Born in Korgun, Çankırı, she established herself as Turkey's top 1500 m runner with a win at the 1999 national championships, setting a Turkish record. The following year she became the country's first female semi-finalist at the Olympic Games. She reached the final of the 2001 World Championships in Athletics (another first for Turkish female athletes), became the Universiade 1500 m champion and won a silver at the 2001 Mediterranean Games.

World-class breakthrough
In 2002, she won Turkey's first gold medal in a European Championships by out-sprinting World and Olympics champion Gabriela Szabo from Romania for the 1500 m title 2 seconds ahead with 3:58.79, leading from the gun to the finish. She improved further in 2003, taking two seconds off her personal best winning a silver medal in the 1500 m final of the 2003 World Championships.

Doping ban
Ayhan, one of Turkey's best hopes for a gold medal at the 2004 Athens Olympics, withdrew from the games due to an injured tendon during a training in Germany.

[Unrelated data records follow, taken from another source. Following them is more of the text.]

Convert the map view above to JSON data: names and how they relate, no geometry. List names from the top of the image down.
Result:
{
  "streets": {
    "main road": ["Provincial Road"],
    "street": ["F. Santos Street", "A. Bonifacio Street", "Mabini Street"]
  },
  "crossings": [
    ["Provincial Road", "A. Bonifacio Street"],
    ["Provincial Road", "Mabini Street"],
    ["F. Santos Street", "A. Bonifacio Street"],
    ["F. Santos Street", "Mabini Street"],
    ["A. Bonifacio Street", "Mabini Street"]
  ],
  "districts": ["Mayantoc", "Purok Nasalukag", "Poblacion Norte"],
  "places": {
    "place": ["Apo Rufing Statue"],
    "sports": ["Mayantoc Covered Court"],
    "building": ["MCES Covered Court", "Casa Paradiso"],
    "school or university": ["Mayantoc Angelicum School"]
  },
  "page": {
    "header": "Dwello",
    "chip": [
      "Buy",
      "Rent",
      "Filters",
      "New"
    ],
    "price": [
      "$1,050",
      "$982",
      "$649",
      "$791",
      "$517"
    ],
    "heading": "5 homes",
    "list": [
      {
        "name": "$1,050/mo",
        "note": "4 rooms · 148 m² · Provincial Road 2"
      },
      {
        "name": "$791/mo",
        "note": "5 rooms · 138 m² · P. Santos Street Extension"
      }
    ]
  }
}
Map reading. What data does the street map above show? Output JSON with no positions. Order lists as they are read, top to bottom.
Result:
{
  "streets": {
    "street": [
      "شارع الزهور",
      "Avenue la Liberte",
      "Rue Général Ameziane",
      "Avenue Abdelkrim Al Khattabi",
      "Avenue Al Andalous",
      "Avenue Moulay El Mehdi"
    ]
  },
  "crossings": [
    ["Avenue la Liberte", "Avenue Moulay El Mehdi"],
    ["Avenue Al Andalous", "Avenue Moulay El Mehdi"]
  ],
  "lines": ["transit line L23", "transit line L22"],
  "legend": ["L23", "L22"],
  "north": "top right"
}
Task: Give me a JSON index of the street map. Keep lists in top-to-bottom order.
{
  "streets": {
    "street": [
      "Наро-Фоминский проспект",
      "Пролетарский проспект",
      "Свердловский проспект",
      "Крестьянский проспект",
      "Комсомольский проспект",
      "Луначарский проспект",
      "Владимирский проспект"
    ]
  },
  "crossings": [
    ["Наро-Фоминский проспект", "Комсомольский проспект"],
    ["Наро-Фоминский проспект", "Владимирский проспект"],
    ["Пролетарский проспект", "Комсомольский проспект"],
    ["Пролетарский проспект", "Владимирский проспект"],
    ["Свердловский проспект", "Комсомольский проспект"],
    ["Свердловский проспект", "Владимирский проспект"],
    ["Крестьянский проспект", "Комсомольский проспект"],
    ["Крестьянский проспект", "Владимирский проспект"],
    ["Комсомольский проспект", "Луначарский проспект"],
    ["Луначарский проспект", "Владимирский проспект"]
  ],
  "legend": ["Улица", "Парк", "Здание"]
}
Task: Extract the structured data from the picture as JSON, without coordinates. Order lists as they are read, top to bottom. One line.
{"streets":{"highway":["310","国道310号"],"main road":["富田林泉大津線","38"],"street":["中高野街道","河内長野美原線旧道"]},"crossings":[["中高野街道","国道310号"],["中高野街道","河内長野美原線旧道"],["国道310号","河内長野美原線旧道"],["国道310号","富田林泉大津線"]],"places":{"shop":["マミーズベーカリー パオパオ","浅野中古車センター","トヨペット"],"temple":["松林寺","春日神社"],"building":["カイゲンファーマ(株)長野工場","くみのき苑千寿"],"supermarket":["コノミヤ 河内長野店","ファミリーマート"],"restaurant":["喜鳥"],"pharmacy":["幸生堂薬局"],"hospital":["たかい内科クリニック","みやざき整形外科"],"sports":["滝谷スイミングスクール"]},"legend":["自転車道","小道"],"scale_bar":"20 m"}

Allegations that Ayhan may have attempted to cheat on a pre-Olympic doping test surfaced in August after testers reportedly complained of being obstructed from carrying out their work. She was cleared of doping allegations by the IAAF, but she violated rules while taking her test. IAAF ruled that Ayhan had not taken performance-enhancing drugs, but said the athlete had broken testing rules, and she was banned for two years.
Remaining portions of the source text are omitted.